Assistant Professor
Department of Sociology
Office - Post Hall 135
Phone: (610) 660-1680
Email: sclampet@sju.edu
Education
B.A. Psychology, Furman University
M.A. Urban Studies, Temple University
M.A. Demography, University of Pennsylvania
Ph.D. Sociology, University of Pennsylvania
Biography
Susan Clampet-Lundquist is Assistant Professor of Sociology. She came to the field of sociology through an interdisciplinary route which informs her research and teaching. After receiving her B.A. in Psychology from Furman University, Susan moved to Philadelphia to work with a non-profit organization which ran after-school programs and summer camps in public housing. This experience made her hooked on cities, and Philadelphia in particular. After earning a Master's degree at Temple University in Urban Studies, she worked as a research analyst at the Office of Maternal and Child Health for the Philadelphia Department of Public Health. She analyzed infant mortality, teen pregnancy, and medical assistance receipt for two years before returning to graduate school. While at the University of Pennsylvania, she earned a Master's degree in Demography and a Ph.D. in Sociology. This training provides her with methodological skills that are quantitative and qualitative.
Susan's research focuses on urban neighborhoods, families, adolescent risk behavior, and social policy. For her dissertation, she interviewed families who were forcibly relocated from a public housing development in Philadelphia. She has published three articles from these interviews which address issues of change in the area of economic self-sufficiency, social networks, and the ability of teens to access better neighborhood resources: No More 'Bois Ball: The Impact of Relocation from Public Housing on Adolescents; Moving Over or Moving Up? Short-Term Gains and Losses for Relocated HOPE IV Families; HOPE VI Relocation: Moving to New Neighborhoods and Building New Ties. She has also submitted an article on the effect of the relocation on perceptions of vulnerability to neighborhood violence.

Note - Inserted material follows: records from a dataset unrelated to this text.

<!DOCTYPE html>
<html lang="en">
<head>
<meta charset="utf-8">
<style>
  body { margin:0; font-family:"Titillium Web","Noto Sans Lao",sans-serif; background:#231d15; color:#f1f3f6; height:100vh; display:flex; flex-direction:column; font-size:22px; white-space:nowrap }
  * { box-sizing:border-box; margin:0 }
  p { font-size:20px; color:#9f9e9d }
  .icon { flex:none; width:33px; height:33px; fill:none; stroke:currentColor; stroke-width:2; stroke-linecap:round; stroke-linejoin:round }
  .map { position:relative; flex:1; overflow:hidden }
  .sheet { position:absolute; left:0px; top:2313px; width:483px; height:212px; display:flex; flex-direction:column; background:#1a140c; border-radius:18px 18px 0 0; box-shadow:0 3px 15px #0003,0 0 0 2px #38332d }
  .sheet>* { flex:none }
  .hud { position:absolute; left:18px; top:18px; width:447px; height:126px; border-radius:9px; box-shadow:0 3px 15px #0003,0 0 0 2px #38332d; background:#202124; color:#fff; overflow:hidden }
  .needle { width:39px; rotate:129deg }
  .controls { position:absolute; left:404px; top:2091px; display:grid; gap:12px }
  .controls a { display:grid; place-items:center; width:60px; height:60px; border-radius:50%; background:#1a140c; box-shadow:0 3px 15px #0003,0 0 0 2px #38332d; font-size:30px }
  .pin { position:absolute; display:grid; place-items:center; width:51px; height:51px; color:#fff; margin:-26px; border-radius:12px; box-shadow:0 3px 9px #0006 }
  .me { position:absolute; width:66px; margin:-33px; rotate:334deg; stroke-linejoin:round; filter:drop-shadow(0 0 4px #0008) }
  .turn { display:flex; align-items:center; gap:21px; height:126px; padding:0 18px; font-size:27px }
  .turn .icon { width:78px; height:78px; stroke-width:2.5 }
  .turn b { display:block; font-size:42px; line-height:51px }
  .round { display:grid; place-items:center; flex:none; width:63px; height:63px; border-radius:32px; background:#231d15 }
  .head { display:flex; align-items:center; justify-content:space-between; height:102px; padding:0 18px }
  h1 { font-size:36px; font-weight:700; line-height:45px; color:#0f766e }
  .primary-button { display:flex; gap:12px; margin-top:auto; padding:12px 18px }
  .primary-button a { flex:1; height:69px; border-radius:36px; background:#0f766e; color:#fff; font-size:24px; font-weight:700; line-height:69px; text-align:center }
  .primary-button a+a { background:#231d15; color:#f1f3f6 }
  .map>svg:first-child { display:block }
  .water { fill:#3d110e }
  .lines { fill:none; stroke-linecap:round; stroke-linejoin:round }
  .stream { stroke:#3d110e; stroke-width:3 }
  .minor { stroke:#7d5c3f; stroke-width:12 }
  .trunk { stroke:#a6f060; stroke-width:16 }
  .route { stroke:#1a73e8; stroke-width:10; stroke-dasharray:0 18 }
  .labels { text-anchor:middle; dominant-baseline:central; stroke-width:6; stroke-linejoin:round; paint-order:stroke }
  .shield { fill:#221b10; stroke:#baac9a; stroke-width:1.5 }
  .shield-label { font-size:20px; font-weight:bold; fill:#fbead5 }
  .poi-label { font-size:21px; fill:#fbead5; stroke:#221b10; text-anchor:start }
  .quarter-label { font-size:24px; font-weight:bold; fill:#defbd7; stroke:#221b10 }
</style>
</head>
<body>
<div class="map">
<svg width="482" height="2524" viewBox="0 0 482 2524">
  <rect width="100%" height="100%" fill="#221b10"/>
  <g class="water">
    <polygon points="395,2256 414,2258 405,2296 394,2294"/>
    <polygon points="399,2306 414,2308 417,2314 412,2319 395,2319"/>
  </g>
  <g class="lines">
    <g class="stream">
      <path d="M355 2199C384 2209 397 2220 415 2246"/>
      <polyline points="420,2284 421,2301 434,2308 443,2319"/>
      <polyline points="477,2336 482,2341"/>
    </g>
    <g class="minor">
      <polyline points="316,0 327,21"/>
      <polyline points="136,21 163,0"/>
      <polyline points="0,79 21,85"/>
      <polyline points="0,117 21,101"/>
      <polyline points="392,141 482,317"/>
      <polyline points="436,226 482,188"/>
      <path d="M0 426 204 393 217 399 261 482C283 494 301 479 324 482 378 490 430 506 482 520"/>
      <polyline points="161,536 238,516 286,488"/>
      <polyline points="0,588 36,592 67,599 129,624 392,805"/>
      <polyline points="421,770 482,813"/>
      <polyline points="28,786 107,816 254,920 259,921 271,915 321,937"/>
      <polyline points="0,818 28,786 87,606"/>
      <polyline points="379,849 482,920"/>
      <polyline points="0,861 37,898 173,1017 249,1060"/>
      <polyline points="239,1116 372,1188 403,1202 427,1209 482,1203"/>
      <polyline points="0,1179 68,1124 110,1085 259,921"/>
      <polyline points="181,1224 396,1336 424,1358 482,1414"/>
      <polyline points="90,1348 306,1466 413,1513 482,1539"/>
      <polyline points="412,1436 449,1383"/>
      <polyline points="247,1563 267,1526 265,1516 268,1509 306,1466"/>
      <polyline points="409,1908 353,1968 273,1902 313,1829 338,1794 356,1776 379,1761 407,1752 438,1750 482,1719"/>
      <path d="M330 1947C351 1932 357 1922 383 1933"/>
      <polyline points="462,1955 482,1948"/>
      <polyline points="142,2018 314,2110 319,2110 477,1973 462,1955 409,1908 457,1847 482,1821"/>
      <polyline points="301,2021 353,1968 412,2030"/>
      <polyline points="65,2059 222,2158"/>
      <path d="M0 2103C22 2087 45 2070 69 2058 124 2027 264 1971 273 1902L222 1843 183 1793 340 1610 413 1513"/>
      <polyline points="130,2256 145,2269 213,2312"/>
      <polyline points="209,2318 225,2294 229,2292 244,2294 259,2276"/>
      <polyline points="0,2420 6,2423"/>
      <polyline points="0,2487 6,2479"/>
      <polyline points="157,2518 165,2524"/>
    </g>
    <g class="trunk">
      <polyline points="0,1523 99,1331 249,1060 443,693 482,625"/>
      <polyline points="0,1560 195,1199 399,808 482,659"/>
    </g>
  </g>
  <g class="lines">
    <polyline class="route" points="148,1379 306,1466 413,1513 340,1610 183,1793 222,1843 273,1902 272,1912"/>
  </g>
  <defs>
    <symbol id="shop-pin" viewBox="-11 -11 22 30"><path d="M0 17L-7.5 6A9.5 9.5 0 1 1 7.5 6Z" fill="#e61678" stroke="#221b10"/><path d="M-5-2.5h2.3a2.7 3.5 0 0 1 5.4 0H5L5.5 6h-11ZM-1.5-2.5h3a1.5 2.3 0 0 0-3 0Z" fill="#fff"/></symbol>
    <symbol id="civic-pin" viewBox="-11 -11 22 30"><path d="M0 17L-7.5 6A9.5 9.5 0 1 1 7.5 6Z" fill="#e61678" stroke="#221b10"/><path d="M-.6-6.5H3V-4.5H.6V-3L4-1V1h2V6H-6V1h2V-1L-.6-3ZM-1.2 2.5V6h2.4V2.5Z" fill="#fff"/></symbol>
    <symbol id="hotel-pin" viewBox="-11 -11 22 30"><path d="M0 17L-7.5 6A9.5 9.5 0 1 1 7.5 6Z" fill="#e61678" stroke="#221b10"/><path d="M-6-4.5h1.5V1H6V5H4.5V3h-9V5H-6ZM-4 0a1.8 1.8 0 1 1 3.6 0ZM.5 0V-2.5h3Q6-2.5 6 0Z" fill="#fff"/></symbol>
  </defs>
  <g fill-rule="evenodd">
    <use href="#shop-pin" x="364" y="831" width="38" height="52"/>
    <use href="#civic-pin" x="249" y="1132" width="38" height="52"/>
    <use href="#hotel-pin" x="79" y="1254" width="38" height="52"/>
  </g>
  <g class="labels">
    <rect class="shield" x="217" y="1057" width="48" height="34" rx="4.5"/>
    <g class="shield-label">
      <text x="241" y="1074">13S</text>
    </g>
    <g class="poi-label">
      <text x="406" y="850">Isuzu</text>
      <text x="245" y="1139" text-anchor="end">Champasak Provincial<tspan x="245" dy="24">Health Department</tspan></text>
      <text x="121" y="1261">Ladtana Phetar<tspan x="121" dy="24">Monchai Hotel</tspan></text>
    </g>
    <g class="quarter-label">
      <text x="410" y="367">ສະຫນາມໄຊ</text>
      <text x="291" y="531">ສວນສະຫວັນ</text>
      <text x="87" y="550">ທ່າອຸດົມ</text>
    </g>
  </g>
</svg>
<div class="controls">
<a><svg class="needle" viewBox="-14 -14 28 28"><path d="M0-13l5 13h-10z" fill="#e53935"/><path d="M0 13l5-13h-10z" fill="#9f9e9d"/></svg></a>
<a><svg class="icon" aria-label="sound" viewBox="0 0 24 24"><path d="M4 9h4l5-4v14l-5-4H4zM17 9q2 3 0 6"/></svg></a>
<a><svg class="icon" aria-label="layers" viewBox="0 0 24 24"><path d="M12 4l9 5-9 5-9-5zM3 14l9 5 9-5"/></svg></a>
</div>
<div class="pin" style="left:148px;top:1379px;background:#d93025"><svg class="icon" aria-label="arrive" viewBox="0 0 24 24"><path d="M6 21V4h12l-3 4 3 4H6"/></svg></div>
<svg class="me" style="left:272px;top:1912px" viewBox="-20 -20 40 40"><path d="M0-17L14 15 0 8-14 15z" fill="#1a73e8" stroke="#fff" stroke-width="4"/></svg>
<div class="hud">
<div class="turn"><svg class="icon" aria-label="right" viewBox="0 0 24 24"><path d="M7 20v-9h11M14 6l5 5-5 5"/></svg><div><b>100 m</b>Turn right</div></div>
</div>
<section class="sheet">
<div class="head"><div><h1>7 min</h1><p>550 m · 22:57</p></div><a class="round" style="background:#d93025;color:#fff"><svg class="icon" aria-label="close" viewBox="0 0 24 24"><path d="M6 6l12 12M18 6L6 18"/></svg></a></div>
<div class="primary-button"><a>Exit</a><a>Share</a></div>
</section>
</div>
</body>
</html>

For three years, she was a Post-Doctoral Fellow at Princeton University where she was involved in a research project on the Moving To Opportunity demonstration. During the first year, she coordinated fieldwork and conducted interviews with families in Baltimore who had moved from public housing. Since then, she has worked on analyzing interview and survey data from families in Baltimore and the other four MTO cities. She will be publishing an article with Doug Massey in the American Journal of Sociology this year which explores the implementation of the MTO treatment and the limitations of using MTO data to measure neighborhood effects. She is a co-author on a published chapter looking at employment among the MTO sample in Baltimore. Two other papers address gender differences in adolescent risk behavior, and changes in adult social ties.
Susan joined the faculty at Saint Joseph's University in 2006. In addition to teaching undergraduate classes, she has taught in the Criminal Justice graduate program, most recently teaching a class on crime analysis and mapping. She also supervises graduate students who choose to conduct original research and write theses.
She lives in West Philadelphia with her husband and two daughters.
Publications
Clampet-Lundquist, S. and Massey, D. 2007. “Neighborhood effects on economic self-sufficiency: A reconsideration of the Moving To Opportunity experiment.” Forthcoming, American Journal of Sociology.
Clampet-Lundquist, S. 2007. “No more ‘Bois ball: The impact of relocation from public housing on adolescents.” Journal of Adolescent Research, 22, 3, 298 – 323.
Clampet-Lundquist, S., Edin, K., Kling, J., and Duncan, G. “Moving at-risk teenagers out of high-risk neighborhoods: Why girls fare better than boys.” Working Paper, Industrial Relations Section, Princeton University.
Turney, K., Clampet-Lundquist, S., Edin, K., Kling, J., and Duncan, G. 2006. “Neighborhood effects on barriers to employment: Results from a randomized housing mobility experiment in Baltimore.” Brookings-Wharton Papers on Urban Affairs, edited by G. Burtless and J. Rothenberg Pack. Washington, D.C.: Brookings Institution Press.